Evaluasi dilakukan menggunakan confusion matrix dan lima metrik utama yaitu Accuracy, Kappa, Precision, Recall, dan F1-Score. Seluruh metrik dihitung menggunakan pendekatan macro average sehingga setiap kelas memperoleh bobot yang sama.
cat("\n===================================\n")
##
## ===================================
cat("OUTPUT AKHIR KLASIFIKASI\n")
## OUTPUT AKHIR KLASIFIKASI
cat("===================================\n")
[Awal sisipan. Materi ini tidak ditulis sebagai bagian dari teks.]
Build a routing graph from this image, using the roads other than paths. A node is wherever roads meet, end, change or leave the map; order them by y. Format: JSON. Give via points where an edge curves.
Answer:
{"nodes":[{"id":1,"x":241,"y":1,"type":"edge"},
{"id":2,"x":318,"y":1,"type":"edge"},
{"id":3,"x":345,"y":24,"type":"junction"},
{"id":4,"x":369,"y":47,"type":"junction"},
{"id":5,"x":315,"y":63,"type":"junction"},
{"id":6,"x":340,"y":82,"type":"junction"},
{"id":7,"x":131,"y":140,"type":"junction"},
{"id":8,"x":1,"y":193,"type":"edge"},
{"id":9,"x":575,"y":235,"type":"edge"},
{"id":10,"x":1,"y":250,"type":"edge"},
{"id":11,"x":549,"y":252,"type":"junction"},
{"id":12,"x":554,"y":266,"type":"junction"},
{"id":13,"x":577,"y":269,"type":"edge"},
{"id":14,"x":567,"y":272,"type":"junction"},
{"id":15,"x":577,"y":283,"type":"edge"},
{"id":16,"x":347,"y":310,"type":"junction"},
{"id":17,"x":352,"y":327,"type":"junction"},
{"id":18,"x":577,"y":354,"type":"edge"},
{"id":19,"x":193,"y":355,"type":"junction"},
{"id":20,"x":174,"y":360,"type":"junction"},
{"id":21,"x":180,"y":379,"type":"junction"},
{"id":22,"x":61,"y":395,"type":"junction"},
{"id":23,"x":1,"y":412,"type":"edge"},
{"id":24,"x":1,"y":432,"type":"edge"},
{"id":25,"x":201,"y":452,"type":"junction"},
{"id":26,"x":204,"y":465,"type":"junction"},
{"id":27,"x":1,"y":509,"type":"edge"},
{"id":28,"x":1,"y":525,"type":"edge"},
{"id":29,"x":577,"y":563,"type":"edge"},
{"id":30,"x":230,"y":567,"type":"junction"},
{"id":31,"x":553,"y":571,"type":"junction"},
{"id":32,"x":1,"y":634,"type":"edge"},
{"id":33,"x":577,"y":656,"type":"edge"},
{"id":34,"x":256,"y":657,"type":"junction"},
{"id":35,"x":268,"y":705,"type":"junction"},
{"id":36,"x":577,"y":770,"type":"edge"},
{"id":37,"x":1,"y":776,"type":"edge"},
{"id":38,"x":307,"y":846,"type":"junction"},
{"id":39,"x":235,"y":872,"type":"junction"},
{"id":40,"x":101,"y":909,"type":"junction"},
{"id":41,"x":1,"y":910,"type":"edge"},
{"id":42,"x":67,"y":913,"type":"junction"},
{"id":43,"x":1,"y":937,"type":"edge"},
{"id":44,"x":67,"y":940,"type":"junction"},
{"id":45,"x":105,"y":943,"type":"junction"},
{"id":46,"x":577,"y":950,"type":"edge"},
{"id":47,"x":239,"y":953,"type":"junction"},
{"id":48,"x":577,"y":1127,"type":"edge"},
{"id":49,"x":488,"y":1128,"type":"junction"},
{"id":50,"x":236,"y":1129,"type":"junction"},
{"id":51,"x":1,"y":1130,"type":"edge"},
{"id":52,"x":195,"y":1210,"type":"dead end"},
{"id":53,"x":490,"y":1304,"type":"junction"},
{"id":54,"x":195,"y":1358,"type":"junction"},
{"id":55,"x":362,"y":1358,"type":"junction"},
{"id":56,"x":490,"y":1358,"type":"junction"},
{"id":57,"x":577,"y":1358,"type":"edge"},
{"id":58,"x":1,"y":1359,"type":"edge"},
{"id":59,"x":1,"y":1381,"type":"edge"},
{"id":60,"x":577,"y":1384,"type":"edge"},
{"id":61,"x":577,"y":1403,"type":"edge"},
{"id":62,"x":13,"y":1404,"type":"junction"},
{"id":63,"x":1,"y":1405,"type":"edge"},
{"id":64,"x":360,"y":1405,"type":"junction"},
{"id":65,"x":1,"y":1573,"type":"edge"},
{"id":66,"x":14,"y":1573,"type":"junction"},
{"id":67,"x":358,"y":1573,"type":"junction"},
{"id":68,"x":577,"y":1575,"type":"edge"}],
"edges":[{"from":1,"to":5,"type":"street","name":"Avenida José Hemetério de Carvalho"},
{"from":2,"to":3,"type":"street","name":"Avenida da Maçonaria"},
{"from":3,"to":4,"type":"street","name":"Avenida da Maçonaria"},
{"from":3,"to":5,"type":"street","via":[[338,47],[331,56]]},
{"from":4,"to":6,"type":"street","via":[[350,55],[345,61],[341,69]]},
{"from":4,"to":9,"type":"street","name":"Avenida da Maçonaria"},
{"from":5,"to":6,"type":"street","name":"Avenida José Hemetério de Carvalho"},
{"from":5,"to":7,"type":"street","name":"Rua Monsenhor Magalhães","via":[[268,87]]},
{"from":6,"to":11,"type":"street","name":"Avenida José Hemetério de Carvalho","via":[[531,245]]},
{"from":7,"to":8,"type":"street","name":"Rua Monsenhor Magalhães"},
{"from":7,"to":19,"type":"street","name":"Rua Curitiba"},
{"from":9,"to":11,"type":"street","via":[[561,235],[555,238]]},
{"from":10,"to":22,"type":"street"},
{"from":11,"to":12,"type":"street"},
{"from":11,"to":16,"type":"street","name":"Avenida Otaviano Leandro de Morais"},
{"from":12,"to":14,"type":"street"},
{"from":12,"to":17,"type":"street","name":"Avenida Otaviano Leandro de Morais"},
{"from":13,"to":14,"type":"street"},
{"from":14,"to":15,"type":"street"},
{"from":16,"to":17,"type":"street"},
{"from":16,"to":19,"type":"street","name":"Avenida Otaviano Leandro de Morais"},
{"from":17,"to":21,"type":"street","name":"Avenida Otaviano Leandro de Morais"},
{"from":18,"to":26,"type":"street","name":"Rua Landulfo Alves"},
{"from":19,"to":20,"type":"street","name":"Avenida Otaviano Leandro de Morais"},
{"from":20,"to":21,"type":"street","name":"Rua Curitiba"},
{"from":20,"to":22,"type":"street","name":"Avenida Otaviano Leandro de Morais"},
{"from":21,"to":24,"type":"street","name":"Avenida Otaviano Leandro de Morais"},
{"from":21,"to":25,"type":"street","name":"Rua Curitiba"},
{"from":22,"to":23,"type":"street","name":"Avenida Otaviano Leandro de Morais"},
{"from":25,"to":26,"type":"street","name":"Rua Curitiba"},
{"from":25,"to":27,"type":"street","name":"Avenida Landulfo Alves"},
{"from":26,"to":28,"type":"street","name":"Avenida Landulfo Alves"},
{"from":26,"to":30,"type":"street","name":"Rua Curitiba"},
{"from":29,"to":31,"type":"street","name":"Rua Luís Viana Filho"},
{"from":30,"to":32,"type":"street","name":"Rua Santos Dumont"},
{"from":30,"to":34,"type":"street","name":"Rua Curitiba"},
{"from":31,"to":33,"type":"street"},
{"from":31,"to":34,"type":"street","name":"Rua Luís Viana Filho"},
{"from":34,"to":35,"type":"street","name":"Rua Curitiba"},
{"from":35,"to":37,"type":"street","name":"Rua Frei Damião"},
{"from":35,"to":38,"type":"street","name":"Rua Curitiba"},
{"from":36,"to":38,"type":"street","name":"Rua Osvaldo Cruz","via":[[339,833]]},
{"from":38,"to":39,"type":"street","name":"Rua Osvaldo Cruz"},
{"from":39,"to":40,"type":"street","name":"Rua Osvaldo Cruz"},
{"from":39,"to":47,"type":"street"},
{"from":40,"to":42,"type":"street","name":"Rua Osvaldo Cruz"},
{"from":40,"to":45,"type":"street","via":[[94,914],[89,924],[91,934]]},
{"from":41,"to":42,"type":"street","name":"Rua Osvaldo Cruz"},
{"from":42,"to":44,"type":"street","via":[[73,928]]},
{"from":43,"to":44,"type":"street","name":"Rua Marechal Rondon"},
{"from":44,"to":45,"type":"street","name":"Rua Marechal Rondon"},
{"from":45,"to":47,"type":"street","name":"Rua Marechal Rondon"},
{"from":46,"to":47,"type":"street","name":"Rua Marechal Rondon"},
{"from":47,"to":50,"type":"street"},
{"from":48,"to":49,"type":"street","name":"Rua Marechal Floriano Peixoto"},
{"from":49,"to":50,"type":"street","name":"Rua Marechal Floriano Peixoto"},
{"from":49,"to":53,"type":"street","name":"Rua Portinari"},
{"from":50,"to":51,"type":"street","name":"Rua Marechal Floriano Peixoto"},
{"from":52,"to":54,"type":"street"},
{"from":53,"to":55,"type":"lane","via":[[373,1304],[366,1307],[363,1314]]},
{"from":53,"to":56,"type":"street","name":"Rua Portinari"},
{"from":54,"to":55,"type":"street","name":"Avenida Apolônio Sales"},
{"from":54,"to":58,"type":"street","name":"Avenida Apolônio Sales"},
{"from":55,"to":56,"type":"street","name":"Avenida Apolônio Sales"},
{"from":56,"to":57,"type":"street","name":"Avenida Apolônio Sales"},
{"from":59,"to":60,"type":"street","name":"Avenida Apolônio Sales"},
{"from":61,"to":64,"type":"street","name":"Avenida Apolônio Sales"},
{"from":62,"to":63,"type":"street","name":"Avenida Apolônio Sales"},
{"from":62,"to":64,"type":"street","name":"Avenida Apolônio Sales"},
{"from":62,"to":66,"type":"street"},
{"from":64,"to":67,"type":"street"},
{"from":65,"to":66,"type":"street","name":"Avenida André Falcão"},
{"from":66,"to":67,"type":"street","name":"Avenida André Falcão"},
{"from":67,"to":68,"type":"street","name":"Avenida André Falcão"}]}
## ===================================
cat("\nMetode 1: Naive Bayes\n")
##
## Metode 1: Naive Bayes
cat("Accuracy :", evaluasi_nb$Accuracy, "\n")
## Accuracy : 0.8582
cat("Kappa :", evaluasi_nb$Kappa, "\n")
## Kappa : 0.7814
cat("Precision :", evaluasi_nb$Precision, "\n")
## Precision : 0.872
cat("Recall :", evaluasi_nb$Recall, "\n")
## Recall : 0.8934
cat("F1-Score :", evaluasi_nb$F1_Score, "\n")
## F1-Score : 0.8674
cat("\nMetode 2: Decision Tree\n")
##
## Metode 2: Decision Tree
cat("Accuracy :", evaluasi_dt$Accuracy, "\n")
## Accuracy : 0.8582
cat("Kappa :", evaluasi_dt$Kappa, "\n")
## Kappa : 0.7814
cat("Precision :", evaluasi_dt$Precision, "\n")
## Precision : 0.872
cat("Recall :", evaluasi_dt$Recall, "\n")
## Recall : 0.8934
cat("F1-Score :", evaluasi_dt$F1_Score, "\n")
## F1-Score : 0.8674
cat("\n===================================\n")
##
## ===================================
Nilai akurasi sebesar 85,82% menunjukkan bahwa sekitar 86 dari setiap 100 data testing berhasil diklasifikasikan dengan benar. Nilai kappa sebesar 78,14% menunjukkan tingkat kesepakatan yang tergolong baik (substantial agreement). Precision, recall, dan F1-score yang tinggi mengindikasikan bahwa kedua model mampu mengenali ketiga kelas hasil panen dengan baik.
Karena kedua metode menghasilkan performa yang sama, Decision Tree lebih direkomendasikan karena memiliki interpretabilitas yang lebih tinggi melalui aturan keputusan yang mudah dipahami secara visual.